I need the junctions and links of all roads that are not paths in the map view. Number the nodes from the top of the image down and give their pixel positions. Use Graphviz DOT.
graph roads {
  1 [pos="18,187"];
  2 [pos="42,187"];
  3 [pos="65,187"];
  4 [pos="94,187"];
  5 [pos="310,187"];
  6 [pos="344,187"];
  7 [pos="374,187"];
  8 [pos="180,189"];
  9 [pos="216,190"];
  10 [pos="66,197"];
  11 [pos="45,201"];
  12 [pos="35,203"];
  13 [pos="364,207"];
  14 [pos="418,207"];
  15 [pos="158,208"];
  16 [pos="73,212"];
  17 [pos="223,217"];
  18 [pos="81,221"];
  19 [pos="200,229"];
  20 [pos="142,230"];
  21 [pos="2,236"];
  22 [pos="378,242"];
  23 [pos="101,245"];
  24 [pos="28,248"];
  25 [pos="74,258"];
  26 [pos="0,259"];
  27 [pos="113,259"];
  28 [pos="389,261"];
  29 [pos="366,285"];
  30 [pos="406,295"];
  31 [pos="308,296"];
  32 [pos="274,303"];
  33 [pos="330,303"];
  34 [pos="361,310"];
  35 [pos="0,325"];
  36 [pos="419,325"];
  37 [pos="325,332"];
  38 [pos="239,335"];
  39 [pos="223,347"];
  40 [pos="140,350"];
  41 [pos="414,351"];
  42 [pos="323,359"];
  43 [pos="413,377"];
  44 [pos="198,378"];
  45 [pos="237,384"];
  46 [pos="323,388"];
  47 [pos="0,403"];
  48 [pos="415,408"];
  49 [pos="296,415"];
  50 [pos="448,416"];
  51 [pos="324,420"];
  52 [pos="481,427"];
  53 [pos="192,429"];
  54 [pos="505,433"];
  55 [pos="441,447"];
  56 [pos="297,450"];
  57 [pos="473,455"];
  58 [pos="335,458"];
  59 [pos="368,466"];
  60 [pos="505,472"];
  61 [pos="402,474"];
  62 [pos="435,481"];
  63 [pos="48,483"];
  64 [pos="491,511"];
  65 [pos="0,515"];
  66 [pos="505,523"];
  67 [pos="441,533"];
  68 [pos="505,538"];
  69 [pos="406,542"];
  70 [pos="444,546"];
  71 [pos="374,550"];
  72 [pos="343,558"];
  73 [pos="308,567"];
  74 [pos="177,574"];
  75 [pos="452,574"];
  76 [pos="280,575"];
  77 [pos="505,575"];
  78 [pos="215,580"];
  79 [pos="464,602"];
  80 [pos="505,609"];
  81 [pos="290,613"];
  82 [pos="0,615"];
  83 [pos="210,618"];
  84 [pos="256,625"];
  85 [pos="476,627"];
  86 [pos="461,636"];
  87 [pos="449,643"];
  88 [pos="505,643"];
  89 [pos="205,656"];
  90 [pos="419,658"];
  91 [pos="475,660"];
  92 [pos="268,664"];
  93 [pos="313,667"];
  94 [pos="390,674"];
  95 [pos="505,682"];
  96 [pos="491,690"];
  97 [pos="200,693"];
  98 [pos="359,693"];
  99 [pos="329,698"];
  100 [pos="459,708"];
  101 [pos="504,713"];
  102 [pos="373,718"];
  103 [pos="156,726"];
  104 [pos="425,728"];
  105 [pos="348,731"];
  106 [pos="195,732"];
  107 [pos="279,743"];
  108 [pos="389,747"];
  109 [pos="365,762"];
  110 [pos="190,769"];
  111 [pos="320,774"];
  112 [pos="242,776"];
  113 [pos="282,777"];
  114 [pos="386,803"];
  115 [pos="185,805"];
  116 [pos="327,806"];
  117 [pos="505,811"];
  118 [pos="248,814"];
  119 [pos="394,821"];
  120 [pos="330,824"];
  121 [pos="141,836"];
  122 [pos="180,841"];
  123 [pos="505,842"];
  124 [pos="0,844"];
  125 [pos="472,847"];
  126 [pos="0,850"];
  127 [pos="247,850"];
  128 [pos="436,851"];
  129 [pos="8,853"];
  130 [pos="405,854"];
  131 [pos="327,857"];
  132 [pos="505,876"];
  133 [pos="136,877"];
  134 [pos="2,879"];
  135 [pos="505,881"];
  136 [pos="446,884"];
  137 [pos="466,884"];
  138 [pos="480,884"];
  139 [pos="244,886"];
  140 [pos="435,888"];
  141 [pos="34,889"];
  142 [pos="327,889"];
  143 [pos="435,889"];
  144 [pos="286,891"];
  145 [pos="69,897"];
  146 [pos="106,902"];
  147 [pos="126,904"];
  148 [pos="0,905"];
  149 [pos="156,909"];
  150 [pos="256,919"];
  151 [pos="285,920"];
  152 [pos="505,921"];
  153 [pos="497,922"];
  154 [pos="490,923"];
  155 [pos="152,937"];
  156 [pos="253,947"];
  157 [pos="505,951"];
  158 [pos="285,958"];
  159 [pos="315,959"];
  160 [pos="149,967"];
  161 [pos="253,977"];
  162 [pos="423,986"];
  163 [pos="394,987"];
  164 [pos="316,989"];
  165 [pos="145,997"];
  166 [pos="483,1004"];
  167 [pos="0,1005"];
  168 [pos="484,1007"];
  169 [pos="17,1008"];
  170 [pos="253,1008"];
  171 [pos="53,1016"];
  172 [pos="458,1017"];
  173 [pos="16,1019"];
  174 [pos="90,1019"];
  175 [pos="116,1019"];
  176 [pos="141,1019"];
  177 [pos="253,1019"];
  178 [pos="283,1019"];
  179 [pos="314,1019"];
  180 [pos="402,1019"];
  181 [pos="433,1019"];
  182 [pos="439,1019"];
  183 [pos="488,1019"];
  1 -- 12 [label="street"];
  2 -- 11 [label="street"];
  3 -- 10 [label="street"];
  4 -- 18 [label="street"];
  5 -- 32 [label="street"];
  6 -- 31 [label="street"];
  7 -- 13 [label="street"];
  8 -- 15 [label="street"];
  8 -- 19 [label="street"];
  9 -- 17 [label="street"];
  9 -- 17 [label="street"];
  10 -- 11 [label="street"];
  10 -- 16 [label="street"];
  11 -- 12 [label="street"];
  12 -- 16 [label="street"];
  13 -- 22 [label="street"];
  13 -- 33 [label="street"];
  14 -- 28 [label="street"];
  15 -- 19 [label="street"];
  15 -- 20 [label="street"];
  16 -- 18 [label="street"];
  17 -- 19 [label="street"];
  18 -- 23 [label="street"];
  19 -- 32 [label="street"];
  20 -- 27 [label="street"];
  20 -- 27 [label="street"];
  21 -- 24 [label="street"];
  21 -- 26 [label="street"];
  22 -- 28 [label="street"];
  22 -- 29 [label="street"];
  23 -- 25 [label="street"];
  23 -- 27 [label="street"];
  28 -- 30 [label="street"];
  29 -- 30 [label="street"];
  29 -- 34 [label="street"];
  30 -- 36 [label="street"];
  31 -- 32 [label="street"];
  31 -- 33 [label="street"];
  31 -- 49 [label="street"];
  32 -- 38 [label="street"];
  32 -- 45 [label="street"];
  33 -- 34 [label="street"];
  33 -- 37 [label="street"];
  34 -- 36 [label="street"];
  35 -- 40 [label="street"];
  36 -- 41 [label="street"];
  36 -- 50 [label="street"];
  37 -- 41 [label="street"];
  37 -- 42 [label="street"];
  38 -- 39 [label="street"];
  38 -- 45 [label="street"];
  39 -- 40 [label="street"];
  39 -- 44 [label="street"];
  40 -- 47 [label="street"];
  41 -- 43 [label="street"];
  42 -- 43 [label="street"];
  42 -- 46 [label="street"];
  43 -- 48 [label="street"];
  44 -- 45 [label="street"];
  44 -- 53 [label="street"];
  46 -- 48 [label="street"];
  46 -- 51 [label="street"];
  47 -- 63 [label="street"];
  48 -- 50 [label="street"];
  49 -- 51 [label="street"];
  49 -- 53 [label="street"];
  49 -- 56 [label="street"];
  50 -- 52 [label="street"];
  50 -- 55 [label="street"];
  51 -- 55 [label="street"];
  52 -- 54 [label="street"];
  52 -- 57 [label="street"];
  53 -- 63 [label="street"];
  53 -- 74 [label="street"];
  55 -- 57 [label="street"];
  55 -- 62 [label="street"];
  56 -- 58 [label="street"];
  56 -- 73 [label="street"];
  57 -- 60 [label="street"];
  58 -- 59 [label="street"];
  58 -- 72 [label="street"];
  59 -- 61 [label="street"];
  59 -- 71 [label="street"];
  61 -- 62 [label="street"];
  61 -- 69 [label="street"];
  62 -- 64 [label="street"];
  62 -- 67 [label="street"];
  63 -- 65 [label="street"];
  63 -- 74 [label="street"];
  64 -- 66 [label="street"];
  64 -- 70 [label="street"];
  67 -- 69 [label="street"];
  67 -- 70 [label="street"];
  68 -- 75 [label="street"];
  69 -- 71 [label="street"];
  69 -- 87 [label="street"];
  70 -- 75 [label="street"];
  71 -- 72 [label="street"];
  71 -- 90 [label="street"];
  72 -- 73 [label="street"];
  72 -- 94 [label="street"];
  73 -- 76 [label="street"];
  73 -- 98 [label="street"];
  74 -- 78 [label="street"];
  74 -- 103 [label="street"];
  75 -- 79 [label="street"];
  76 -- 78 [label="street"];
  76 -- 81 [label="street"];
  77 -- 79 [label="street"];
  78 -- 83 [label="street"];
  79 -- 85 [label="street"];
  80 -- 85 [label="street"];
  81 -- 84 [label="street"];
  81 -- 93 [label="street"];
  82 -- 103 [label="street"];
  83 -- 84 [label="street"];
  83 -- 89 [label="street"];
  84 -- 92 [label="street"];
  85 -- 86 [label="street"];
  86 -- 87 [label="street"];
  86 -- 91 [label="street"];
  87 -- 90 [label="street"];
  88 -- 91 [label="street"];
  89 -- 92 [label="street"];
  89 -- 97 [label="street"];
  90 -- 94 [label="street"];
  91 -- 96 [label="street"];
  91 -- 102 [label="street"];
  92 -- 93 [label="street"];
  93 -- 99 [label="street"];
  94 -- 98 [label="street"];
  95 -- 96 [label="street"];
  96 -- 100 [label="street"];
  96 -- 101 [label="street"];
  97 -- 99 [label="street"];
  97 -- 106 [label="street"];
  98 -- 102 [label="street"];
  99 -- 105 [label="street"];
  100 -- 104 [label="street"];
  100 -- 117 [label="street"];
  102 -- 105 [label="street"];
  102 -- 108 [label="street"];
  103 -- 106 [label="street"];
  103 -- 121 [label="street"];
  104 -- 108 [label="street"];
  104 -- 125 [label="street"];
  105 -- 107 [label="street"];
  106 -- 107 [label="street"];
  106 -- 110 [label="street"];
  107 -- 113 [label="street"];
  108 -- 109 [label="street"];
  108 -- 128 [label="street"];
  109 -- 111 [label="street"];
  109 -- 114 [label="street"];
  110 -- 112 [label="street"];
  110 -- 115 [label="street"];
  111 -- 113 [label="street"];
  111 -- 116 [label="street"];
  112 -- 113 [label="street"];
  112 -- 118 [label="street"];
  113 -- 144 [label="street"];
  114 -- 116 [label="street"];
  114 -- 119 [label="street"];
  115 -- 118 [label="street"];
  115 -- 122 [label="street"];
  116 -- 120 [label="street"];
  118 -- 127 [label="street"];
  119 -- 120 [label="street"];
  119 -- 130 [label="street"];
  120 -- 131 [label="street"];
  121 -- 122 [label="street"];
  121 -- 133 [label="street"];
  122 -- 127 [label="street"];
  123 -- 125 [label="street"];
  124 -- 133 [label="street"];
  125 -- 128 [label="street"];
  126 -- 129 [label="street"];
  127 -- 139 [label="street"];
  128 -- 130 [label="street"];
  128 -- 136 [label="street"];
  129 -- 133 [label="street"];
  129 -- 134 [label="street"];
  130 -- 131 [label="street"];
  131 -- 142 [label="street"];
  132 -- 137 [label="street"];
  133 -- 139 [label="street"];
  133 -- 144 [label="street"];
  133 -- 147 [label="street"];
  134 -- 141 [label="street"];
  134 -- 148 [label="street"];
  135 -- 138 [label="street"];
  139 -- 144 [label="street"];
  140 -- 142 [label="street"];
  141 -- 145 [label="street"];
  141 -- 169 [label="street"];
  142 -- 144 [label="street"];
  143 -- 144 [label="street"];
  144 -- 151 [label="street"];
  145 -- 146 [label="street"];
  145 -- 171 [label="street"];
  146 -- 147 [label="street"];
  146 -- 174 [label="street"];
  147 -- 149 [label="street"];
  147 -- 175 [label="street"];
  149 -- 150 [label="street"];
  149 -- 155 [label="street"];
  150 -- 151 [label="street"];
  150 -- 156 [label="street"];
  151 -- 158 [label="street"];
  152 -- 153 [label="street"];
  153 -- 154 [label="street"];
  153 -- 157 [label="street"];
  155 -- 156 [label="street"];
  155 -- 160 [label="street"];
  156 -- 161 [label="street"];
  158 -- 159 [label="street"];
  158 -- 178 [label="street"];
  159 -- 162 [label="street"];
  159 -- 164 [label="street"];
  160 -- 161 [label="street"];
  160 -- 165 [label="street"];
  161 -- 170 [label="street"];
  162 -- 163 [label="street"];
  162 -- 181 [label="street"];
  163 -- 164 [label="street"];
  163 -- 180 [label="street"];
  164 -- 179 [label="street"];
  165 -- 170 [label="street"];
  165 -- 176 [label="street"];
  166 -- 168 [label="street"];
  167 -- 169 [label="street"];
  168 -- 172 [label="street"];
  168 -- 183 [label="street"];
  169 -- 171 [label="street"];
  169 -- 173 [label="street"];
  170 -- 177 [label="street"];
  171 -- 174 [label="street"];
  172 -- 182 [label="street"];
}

ASSIGNED TASK:
Write out each line above containing "roads".

ANSWER SPACE:
I need the junctions and links of all roads that are not paths in the map view. Number the nodes from the top of the image down and give their pixel positions. Use Graphviz DOT.
graph roads {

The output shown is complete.